AACR Cancer Progress Report 2018: Harnessing Research Discoveries for Patient Benefit

Today, the American Association for Cancer Research (AACR) released its eighth annual Cancer Progress Report. The report highlights how federally funded research that provides a deep understanding of the complexities of cancer is spurring advances across the clinical cancer care continuum and improving survival and quality of life for people around the world. The report is prefaced by a message from Elizabeth M. Jaffee, MD, AACR President, and Margaret Foti, PhD, MD (hc), AACR Chief Executive Officer. This message is reproduced here; you can read the full report here and watch a summary of the report in this video.


A Message From the AACR

There has never been a time of greater excitement in the cancer field. Thanks to advances in research, we are altering the trajectory of the devastating collection of diseases we call cancer. Research has spurred progress in public health and improvements across the cancer care spectrum that are reducing overall cancer incidence and death rates and increasing the number of people who are living longer, higher quality lives after a cancer diagnosis. Moreover, we are poised to drive forward and catalyze breakthroughs that will save more lives from cancer.

Cancer Progress Report 2018 provides a comprehensive overview of the progress we are making because of research, much of which is supported by federal investments in the National Institutes of Health (NIH) and National Cancer Institute (NCI). As highlighted in the report, the pace at which basic research is deepening our knowledge of the complexities of cancer and the rate at which we are harnessing this knowledge to develop new and better approaches to cancer prevention, early detection, diagnosis, and treatment are accelerating for the benefit of cancer patients.

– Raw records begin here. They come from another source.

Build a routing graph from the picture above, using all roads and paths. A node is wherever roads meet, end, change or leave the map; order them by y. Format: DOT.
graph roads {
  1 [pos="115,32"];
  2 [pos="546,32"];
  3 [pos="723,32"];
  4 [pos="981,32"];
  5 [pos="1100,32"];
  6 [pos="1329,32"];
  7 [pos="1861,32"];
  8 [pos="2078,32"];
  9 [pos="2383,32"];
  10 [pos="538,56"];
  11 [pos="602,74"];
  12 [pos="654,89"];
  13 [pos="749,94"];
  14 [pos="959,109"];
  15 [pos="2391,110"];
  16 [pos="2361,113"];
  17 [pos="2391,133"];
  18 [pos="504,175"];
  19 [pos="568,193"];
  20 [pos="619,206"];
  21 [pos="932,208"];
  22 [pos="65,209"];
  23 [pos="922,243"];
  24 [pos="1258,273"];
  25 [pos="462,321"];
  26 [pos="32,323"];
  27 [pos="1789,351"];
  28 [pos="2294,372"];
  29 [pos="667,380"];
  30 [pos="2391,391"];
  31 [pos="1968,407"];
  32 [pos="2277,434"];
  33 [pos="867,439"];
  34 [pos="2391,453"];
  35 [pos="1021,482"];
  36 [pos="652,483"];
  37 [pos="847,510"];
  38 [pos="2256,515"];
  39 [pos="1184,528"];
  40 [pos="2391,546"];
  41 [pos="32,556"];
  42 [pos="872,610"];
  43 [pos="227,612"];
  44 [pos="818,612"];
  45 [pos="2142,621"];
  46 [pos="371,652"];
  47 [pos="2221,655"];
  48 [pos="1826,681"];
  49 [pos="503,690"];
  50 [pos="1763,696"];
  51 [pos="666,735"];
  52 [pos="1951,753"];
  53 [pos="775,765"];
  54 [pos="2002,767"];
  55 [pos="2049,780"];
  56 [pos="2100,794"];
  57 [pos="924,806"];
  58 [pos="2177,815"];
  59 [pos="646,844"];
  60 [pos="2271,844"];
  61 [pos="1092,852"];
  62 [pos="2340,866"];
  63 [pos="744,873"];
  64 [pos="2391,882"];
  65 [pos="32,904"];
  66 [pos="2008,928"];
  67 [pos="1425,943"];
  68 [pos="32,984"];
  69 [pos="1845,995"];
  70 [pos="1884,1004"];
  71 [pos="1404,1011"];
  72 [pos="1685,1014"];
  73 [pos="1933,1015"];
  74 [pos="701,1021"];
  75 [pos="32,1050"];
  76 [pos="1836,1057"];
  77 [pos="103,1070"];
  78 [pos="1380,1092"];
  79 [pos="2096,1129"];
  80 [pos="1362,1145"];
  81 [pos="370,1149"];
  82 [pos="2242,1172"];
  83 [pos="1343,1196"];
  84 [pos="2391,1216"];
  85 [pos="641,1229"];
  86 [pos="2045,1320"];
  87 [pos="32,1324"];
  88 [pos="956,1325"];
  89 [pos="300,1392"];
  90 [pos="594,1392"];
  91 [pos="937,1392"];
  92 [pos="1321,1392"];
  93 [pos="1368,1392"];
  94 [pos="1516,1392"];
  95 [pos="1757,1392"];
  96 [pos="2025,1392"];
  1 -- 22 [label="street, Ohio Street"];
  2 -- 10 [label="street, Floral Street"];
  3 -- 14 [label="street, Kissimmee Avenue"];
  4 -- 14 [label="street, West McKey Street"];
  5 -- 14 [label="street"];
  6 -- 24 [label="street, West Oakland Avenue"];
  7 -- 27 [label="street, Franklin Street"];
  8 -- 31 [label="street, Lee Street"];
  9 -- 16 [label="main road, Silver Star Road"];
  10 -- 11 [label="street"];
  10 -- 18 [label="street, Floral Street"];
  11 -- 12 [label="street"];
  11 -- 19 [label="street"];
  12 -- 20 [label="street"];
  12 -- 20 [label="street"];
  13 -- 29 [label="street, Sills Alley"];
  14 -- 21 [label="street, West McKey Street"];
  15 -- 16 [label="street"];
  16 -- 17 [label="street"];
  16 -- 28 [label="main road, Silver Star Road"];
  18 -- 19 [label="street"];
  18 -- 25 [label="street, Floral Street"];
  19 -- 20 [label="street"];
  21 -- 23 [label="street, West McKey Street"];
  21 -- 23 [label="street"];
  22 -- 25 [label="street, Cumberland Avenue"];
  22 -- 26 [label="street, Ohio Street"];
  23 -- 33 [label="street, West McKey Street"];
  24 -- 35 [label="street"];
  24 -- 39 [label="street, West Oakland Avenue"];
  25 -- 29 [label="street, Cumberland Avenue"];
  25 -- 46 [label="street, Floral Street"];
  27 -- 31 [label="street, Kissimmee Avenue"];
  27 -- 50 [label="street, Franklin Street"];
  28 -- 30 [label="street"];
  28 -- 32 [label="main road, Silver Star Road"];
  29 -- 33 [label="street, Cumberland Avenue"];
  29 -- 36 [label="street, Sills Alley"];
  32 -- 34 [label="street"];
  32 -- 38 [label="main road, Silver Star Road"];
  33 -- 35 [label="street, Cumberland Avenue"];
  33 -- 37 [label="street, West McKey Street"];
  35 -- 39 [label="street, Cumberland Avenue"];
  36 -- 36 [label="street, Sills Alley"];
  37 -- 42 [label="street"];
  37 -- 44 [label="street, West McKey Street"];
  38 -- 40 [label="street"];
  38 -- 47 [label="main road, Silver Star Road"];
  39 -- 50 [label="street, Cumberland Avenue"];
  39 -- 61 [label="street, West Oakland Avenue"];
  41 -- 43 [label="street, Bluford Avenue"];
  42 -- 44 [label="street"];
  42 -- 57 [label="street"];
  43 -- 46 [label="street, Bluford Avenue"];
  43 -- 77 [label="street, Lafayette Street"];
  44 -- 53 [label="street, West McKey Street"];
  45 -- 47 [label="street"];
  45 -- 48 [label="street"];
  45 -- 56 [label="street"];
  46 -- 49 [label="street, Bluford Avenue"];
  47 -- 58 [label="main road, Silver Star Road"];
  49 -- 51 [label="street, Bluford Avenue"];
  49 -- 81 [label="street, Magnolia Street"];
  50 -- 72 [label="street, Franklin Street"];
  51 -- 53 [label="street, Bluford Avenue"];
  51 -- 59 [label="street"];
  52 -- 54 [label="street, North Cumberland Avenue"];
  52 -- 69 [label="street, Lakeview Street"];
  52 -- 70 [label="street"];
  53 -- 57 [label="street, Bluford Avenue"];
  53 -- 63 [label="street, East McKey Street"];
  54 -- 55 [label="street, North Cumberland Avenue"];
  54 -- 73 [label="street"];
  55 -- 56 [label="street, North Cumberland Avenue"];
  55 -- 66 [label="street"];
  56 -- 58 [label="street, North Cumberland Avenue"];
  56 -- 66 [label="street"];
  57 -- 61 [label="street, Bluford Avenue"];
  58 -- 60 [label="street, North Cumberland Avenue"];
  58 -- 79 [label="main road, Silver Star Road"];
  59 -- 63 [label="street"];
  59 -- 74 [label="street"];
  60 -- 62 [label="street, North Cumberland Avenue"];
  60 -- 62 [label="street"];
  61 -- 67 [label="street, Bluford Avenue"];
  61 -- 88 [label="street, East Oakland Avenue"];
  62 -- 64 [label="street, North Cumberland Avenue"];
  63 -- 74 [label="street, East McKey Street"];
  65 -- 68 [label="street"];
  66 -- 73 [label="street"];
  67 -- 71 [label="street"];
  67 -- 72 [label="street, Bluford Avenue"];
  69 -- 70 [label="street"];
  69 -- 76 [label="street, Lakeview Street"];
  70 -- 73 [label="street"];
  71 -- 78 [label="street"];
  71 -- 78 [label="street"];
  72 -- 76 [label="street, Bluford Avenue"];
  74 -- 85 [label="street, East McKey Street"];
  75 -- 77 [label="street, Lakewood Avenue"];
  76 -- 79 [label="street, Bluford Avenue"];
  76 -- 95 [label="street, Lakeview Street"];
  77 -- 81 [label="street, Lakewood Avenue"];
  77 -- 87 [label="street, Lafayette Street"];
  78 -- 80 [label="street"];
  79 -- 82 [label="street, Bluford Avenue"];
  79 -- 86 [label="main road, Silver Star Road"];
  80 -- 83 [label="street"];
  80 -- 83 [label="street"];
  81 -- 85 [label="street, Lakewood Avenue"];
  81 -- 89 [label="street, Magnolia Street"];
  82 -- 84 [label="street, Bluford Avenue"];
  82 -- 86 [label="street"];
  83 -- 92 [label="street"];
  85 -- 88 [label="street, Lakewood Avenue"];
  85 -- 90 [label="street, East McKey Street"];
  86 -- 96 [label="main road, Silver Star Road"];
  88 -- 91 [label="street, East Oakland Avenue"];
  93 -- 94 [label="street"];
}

One of the areas of cancer treatment in which we are making extraordinary progress is immunotherapy. In the past decade, the number of immunotherapeutics has increased almost five-fold, and the number of cancer types that can be treated by at least one immunotherapeutic has more than tripled.

The most recent immunotherapeutics to enter the clinic, CAR T–cell therapies, took us across another medical frontier because they are generated by genetic engineering of a patient’s own immune cells to attack the patient’s cancer cells. Expanding our knowledge about the immune system and how it interacts with cancer cells, and facilitating the convergence of experts from an increasingly diverse array of disciplines will allow us to make even more pioneering advances in immunotherapy for the benefit of patients in the United States and around the world.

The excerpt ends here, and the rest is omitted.